Prenant la mesure du lourd tribut payé à la crise par le BTP limousin, 1500 emplois et près de 3000 emplois induits perdus depuis 2010, les services de l’Etat veulent relancer la machine. Pour ce faire, la préfecture vient d’organiser des assises de la commande publique ce 19 février. Le but : « former et informer entreprises et collectivités pour lutter contre les idées reçues », explique le préfet Laurent Cayrel.
Reconnaissant que « les collectivités sont sous le choc de la réduction des dotations » il estime néanmoins qu’ « elles ont parfois une vision fausse de la situation. » En effet, si les budgets de fonctionnement baissent, les subsides dédiés à l’investissement augmentent. La dotation d’équipement territorial et rural (DETR) 2014-2015 a ainsi augmenté en moyenne de 40% sur la région. Mais les chiffres disent aussi que cet effort ne se traduit pas par une réinjection dans l’économie locale. En 2013, les trois départements ont investi 521 millions d’euros dans le BTP, un montant en baisse.
« Les collectivités privilégient le fonctionnement à l’investissement »
Jean-Paul Bardet, président de la fédération française du bâtiment 87 (FFB) souscrit. Il estime que « les collectivités privilégient le fonctionnement à l’investissement. » Son constat est amer : « ici, la commande publique fait défaut, et les chiffres de janvier confirment que c’est une tendance de fond. Février est pourtant le mois du retour des grues, mais à Limoges il n’y en a qu’une, c’est celle de la cité judiciaire ! »

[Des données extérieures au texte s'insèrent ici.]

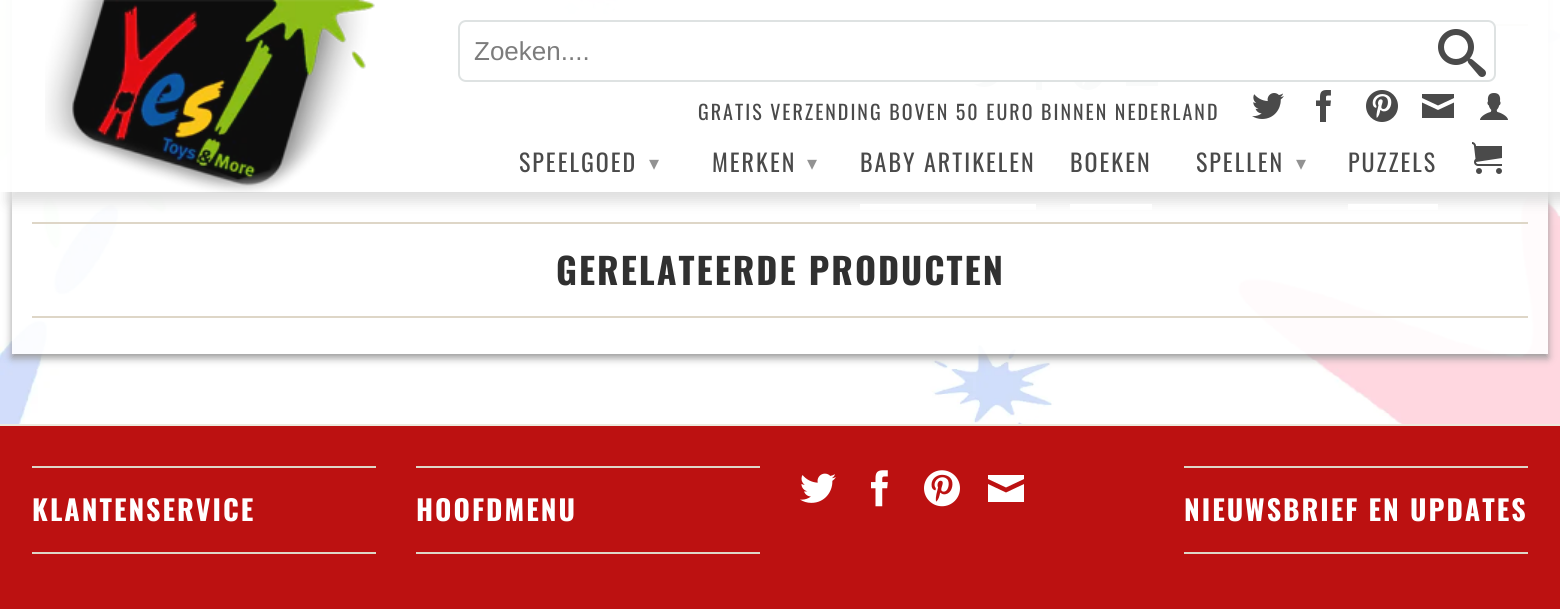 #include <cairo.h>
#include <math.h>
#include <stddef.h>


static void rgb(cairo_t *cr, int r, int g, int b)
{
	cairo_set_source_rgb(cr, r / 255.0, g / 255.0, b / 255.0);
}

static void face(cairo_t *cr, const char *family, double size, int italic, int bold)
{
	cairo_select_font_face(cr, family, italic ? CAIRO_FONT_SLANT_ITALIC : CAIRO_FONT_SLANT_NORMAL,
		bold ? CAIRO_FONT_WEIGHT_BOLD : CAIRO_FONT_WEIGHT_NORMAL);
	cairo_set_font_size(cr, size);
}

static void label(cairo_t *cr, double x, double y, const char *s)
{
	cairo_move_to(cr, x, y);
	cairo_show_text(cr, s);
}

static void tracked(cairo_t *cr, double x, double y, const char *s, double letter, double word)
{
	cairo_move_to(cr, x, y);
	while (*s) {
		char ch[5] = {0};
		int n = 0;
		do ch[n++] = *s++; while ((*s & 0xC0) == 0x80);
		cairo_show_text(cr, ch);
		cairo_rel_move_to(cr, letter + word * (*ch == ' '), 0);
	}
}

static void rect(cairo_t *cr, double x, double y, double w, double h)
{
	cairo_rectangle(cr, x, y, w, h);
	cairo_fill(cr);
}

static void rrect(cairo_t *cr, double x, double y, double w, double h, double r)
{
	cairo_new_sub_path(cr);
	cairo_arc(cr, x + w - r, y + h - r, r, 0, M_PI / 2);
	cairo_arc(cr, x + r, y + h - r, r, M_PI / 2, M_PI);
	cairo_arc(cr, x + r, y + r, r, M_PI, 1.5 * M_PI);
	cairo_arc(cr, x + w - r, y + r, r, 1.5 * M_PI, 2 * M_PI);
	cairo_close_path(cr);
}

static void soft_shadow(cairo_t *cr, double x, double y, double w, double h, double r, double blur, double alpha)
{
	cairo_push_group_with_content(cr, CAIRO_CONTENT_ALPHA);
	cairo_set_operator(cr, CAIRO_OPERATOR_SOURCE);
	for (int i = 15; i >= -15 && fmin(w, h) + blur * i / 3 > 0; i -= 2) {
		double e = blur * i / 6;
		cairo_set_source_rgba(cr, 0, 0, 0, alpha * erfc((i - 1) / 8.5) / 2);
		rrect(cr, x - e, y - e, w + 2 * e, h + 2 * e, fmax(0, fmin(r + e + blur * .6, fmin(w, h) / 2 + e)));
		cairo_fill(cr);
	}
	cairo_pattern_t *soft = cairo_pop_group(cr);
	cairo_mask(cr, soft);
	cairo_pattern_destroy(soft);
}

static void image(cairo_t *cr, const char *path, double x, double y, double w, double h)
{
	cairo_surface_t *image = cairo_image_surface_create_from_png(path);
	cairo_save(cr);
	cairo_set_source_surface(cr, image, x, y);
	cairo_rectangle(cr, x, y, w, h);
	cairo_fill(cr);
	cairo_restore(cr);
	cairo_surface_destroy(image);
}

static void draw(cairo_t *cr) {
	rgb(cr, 255, 255, 255);
	cairo_paint(cr);
	image(cr, "image0.png", 0, 0, 1560, 424);
	cairo_save(cr);
	cairo_set_fill_rule(cr, CAIRO_FILL_RULE_EVEN_ODD);
	cairo_new_path(cr);
	cairo_move_to(cr, 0, 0);
	cairo_line_to(cr, 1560, 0);
	cairo_line_to(cr, 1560, 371);
	cairo_line_to(cr, 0, 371);
	cairo_close_path(cr);
	cairo_move_to(cr, 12, -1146);
	cairo_line_to(cr, 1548, -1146);
	cairo_line_to(cr, 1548, 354);
	cairo_line_to(cr, 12, 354);
	cairo_close_path(cr);
	cairo_clip(cr);
	rgb(cr, 153, 153, 153);
	soft_shadow(cr, 12, -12, 1536, 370, 0, 4, 1);
	cairo_restore(cr);
	cairo_set_source_rgba(cr, 1, 1, 1, 0.9);
	rect(cr, 12, 0, 1536, 354);
	image(cr, "image8.png", 560, 0, 83, 14);
	rgb(cr, 222, 214, 199);
	rect(cr, 896, 24, 632, 2);
	image(cr, "image9.png", 974, 61, 32, 26);
	image(cr, "image10.png", 1032, 58, 15, 32);
	image(cr, "image11.png", 1072, 58, 32, 32);
	rgb(cr, 157, 166, 174);
	cairo_new_path(cr);
	cairo_move_to(cr, 1142, 73.5);
	cairo_line_to(cr, 1126, 66);
	cairo_line_to(cr, 1126, 62);
	cairo_line_to(cr, 1158, 62);
	cairo_line_to(cr, 1158, 66);
	cairo_close_path(cr);
	cairo_move_to(cr, 1142, 78);
	cairo_line_to(cr, 1158, 70.5);
	cairo_line_to(cr, 1158, 86);
	cairo_line_to(cr, 1126, 86);
	cairo_line_to(cr, 1126, 70.5);
	cairo_close_path(cr);
	cairo_fill(cr);
	cairo_save(cr);
	cairo_rectangle(cr, 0, 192, 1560, 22);
	cairo_clip(cr);
	rgb(cr, 221, 221, 221);
	soft_shadow(cr, 8, 10, 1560, 192, 0, 6, 0.95);
	cairo_restore(cr);
	cairo_set_source_rgba(cr, 1, 1, 1, 0.95);
	rect(cr, 0, 0, 1560, 192);
	image(cr, "image1.png", 45, 0, 330, 193);
	rrect(cr, 459, 21, 1036, 60, 7);
	cairo_fill_preserve(cr);
	rgb(cr, 222, 226, 226);
	cairo_stroke(cr);
	face(cr, "Liberation Sans", 26, 0, 0);
	rgb(cr, 124, 124, 124);
	label(cr, 474, 60, "Zoeken....");
	image(cr, "image2.png", 1438, 29, 48, 48);
	face(cr, "Oswald", 20, 0, 0);
	rgb(cr, 74, 74, 74);
	tracked(cr, 698, 120, "GRATIS VERZENDING BOVEN 50 EURO BINNEN NEDERLAND", 2, 0);
	image(cr, "image3.png", 1252, 93, 32, 26);
	image(cr, "image4.png", 1316, 90, 15, 32);
	image(cr, "image5.png", 1366, 90, 32, 32);
	cairo_new_path(cr);
	cairo_move_to(cr, 1438, 105.5);
	cairo_line_to(cr, 1422, 98);
	cairo_line_to(cr, 1422, 94);
	cairo_line_to(cr, 1454, 94);
	cairo_line_to(cr, 1454, 98);
	cairo_close_path(cr);
	cairo_move_to(cr, 1438, 110);
	cairo_line_to(cr, 1454, 102.5);
	cairo_line_to(cr, 1454, 118);
	cairo_line_to(cr, 1422, 118);
	cairo_line_to(cr, 1422, 102.5);
	cairo_close_path(cr);
	cairo_fill(cr);
	image(cr, "image6.png", 1480, 93, 28, 27);
	face(cr, "Oswald", 24, 0, 0);
	tracked(cr, 519, 172, "SPEELGOED", 2, 0);
	face(cr, "DejaVu Sans", 20, 0, 0);
	rgb(cr, 146, 146, 146);
	tracked(cr, 649, 170, "▾", 2, 0);
	face(cr, "Oswald", 24, 0, 0);
	rgb(cr, 74, 74, 74);
	tracked(cr, 712, 172, "MERKEN", 2, 0);
	face(cr, "DejaVu Sans", 20, 0, 0);
	rgb(cr, 146, 146, 146);
	tracked(cr, 807, 170, "▾", 2, 0);
	face(cr, "Oswald", 24, 0, 0);
	rgb(cr, 74, 74, 74);
	tracked(cr, 860, 172, "BABY ARTIKELEN", 2, 0);
	rgb(cr, 255, 255, 255);
	rect(cr, 860, 204, 176, 6);
	rgb(cr, 74, 74, 74);
	tracked(cr, 1070, 172, "BOEKEN", 2, 0);
	rgb(cr, 255, 255, 255);
	rect(cr, 1070, 204, 82, 6);
	rgb(cr, 74, 74, 74);
	tracked(cr, 1196, 172, "SPELLEN", 2, 0);
	face(cr, "DejaVu Sans", 20, 0, 0);
	rgb(cr, 146, 146, 146);
	tracked(cr, 1296, 170, "▾", 2, 0);
	face(cr, "Oswald", 24, 0, 0);
	rgb(cr, 74, 74, 74);
	tracked(cr, 1348, 172, "PUZZELS", 2, 0);
	rgb(cr, 255, 255, 255);
	rect(cr, 1348, 204, 90, 6);
	image(cr, "image7.png", 1472, 142, 30, 32);
	rgb(cr, 222, 214, 199);
	rect(cr, 32, 222, 1496, 2);
	rect(cr, 32, 316, 1496, 2);
	face(cr, "Oswald", 36, 0, 1);
	rgb(cr, 48, 48, 48);
	tracked(cr, 556, 285, "GERELATEERDE PRODUCTEN", 2, 0);
	rgb(cr, 188, 17, 17);
	rect(cr, 0, 426, 1560, 183);
	rgb(cr, 237, 233, 221);
	rect(cr, 0, 424, 1560, 2);
	image(cr, "image12.png", 800, 473, 36, 30);
	image(cr, "image13.png", 871, 470, 17, 37);
	image(cr, "image14.png", 924, 470, 36, 37);
	rgb(cr, 255, 255, 255);
	cairo_new_path(cr);
	cairo_move_to(cr, 1006, 487.5);
	cairo_line_to(cr, 988, 479);
	cairo_line_to(cr, 988, 475);
	cairo_line_to(cr, 1024, 475);
	cairo_line_to(cr, 1024, 479);
	cairo_close_path(cr);
	cairo_move_to(cr, 1006, 492.5);
	cairo_line_to(cr, 1024, 484);
	cairo_line_to(cr, 1024, 502);
	cairo_line_to(cr, 988, 502);
	cairo_line_to(cr, 988, 484);
	cairo_close_path(cr);
	cairo_fill(cr);
	rgb(cr, 222, 214, 199);
	rect(cr, 32, 466, 344, 2);
	rect(cr, 32, 552, 344, 2);
	face(cr, "Oswald", 28, 0, 1);
	rgb(cr, 255, 255, 255);
	tracked(cr, 32, 521, "KLANTENSERVICE", 2, 0);
	rgb(cr, 222, 214, 199);
	rect(cr, 416, 466, 344, 2);
	rect(cr, 416, 552, 344, 2);
	rgb(cr, 255, 255, 255);
	tracked(cr, 416, 521, "HOOFDMENU", 2, 0);
	rgb(cr, 222, 214, 199);
	rect(cr, 1184, 466, 344, 2);
	rect(cr, 1184, 552, 344, 2);
	rgb(cr, 255, 255, 255);
	tracked(cr, 1184, 521, "NIEUWSBRIEF EN UPDATES", 2, 0);
}

int main(void) {
	cairo_surface_t *surface = cairo_image_surface_create(CAIRO_FORMAT_RGB24, 1560, 609);
	cairo_t *cr = cairo_create(surface);
	cairo_font_options_t *options = cairo_font_options_create();
	cairo_font_options_set_hint_metrics(options, CAIRO_HINT_METRICS_OFF);
	cairo_font_options_set_hint_style(options, CAIRO_HINT_STYLE_NONE);
	cairo_set_font_options(cr, options);
	cairo_set_miter_limit(cr, 4);
	draw(cr);
	cairo_surface_write_to_png(surface, "render.png");
	cairo_font_options_destroy(options);
	cairo_destroy(cr);
	cairo_surface_destroy(surface);
	return 0;
}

Les premières victimes restent les entreprises locales. « Il est regrettable, note la préfecture, qu’un certain nombre de marchés échappent aux entreprises locales. » TPE et PME ont en effet le plus grand mal à accéder aux marchés publics d’ampleur. Ainsi en France en 2013, les PME représentaient 58 % des commandes, mais seulement 27 % des sommes investies. Laurent Cayrel pointe tant la prudence et une interprétation parfois trop stricte du code des marchés publics par les collectivités, qu’un manque de préparation des entreprises. « D’un côté nous avons les collectivités qui, pour éviter que leurs choix ne soient remis en cause se bornent à une stricte lecture du code des marchés publics, notamment en choisissant systématiquement l’offre la moins chère, au mépris de dispositions certes plus complexes, mais plus pertinentes pour garder les entreprises locales dans la course. Et de l’autre, les entrepreneurs qui ne sont pas rompus au langage des administrations, et sont démotivés à l’idée de répondre à un appel d’offre. »
Conjoncture locale propre
A cela s’ajoute selon le préfet « une conjoncture propre au Limousin. D’abord en termes de bâti puisque les besoins, notamment en logements sociaux, sont très honorablement satisfaits ; mais aussi en termes démographiques car ici la population ne progresse pas ou peu. Ce qui ne veut pas dire qu’il n’y a pas besoin d’investissements, mais qu’ils doivent être pensés autrement, par exemple sous l’angle de l’amélioration énergétique. »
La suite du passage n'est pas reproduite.